The canons, of course, and the question you pose, are concerned not with the actions of the law firm, which may be constitutionally protected under the principles enunciated in Bates v. State Bar of Arizona, 433 U.S. 350, 383-384 (1977), and Zauderer v. Office of Disciplinary Counsel of Supreme Court of Ohio, 471 U.S. 626, 638 (1985), but rather with your own responsibilities in connection therewith. The first branch of the canon prohibits "lend[ing] the prestige of [your] office" to the law firm, which in normal usage might suggest an affirmative act on your part giving permission to the law firm to use your name and office in the brochure. Under this branch the situation presented is factually borderline: the law firm seems to have given you the opportunity to object, with the implication that any objection would be honored, but not to have asked specifically for your permission. The other branch of the canon employs a formulation that may suggest an affirmative obligation to act.
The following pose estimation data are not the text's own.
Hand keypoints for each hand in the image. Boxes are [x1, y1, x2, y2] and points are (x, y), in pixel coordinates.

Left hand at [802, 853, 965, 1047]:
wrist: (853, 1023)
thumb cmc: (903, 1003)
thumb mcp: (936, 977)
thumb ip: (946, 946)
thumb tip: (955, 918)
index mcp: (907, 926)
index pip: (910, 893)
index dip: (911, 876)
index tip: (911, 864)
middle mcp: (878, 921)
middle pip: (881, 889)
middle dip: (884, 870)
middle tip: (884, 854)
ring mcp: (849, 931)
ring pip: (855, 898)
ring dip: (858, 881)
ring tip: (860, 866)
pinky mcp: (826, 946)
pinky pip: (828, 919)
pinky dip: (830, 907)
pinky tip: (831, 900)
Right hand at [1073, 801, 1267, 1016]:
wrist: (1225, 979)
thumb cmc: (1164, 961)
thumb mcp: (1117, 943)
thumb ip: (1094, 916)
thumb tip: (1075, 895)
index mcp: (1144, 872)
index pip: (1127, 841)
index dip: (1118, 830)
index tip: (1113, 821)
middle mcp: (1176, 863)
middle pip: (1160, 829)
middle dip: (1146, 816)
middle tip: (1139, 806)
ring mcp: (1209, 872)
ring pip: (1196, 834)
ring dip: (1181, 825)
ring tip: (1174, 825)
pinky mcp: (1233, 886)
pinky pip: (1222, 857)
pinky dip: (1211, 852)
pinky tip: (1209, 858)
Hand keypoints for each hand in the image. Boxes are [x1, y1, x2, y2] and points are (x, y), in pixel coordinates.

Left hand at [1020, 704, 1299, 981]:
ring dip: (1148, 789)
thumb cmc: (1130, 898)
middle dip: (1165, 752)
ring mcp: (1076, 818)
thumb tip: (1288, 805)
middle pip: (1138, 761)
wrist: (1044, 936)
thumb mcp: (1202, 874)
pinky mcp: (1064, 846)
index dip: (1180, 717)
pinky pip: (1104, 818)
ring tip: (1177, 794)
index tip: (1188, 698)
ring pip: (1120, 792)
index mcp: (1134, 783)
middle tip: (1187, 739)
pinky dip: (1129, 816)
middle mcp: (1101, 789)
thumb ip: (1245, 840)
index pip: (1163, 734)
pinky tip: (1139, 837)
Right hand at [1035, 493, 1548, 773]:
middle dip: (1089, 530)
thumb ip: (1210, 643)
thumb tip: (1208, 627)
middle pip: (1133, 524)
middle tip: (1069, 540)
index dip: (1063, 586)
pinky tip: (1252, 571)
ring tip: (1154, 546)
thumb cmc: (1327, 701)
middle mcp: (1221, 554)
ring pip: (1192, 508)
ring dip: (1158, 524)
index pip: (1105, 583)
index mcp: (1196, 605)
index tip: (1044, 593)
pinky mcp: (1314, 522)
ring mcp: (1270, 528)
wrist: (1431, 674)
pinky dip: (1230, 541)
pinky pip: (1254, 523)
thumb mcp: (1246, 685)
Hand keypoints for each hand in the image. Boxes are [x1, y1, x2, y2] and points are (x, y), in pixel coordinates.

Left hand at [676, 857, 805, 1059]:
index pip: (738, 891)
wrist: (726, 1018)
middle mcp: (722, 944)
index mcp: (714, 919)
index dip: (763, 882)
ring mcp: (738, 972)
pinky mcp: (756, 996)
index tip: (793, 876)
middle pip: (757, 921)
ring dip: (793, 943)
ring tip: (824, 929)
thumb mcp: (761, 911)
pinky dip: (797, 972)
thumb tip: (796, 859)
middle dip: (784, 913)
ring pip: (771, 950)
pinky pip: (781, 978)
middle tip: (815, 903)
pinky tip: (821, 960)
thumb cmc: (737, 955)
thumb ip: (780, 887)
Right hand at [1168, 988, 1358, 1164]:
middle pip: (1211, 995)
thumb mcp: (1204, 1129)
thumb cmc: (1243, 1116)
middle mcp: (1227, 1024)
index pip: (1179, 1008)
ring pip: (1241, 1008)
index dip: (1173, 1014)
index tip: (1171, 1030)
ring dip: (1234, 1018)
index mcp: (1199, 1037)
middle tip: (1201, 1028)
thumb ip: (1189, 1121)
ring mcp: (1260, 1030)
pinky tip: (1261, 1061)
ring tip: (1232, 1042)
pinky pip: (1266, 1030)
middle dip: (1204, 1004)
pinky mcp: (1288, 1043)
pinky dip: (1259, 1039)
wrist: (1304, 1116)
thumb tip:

The judge, it says, "should not . . . permit others to convey the impression that they are in a special position to influence him." Similar language in Canon 5(B)(2) ("A judge should not . . . permit the use of the prestige of his office. . . .") was held in Advisory Opinion 89-3 to impose an affirmative obligation on the part of a judge to disassociate herself publicly from a college fund-raising event advertised as being in honor of her and other graduates of the college who had become judges. To the same effect see Thode, Reporter's Notes to Code of Judicial Conduct (American Bar Association 1973) at 49 ("A judge should not use or appear to use the prestige of his office on behalf of a private venture of another person, nor should he convey the appearance that certain individuals are in a special position to influence him. . . . A judge is also required, when he has knowledge of the conduct, to take action to stop an 'influence peddler' - the lawyer or other person who tries to capitalize on the claim that he has special influence with the judge.")

It is therefore our conclusion that you have an obligation under Canon 2(B) at least to notify the members of your former law firm that you object to the use of your name and office in the proposed brochure, in its present format. Because it seems clear from the firm's letter to you that your objection will be honored, it is not necessary at this time to determine whether the canon imposes on you any further duty beyond advising the firm of that objection.